▶ [ACTIVITY] Which lines in the records below mention the word "East"? Copy each one out.

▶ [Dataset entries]

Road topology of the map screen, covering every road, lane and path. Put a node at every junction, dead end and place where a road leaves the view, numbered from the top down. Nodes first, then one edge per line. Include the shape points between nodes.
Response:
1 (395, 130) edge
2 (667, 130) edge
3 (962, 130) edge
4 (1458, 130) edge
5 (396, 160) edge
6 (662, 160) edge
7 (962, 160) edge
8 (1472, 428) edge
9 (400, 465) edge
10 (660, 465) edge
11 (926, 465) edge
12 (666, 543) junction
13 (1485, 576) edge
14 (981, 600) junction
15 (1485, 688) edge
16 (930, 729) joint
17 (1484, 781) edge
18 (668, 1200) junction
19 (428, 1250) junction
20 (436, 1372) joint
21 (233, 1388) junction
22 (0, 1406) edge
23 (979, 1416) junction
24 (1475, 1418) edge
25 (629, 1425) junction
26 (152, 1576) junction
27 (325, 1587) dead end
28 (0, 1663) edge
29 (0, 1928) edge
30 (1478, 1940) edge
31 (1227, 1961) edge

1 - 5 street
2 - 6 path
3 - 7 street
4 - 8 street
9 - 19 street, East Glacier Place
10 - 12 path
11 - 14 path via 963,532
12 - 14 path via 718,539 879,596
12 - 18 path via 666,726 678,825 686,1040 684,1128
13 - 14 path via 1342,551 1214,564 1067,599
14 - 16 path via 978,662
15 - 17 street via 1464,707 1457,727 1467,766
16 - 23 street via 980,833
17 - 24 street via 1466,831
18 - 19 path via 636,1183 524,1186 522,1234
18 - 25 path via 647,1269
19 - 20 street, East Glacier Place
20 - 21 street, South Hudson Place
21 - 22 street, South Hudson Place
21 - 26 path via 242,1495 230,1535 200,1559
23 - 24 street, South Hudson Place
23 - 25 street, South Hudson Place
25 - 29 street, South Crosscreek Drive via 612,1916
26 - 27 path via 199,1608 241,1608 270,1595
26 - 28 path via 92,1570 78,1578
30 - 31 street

▶ [TASK SOLUTION]
9 - 19 street, East Glacier Place
19 - 20 street, East Glacier Place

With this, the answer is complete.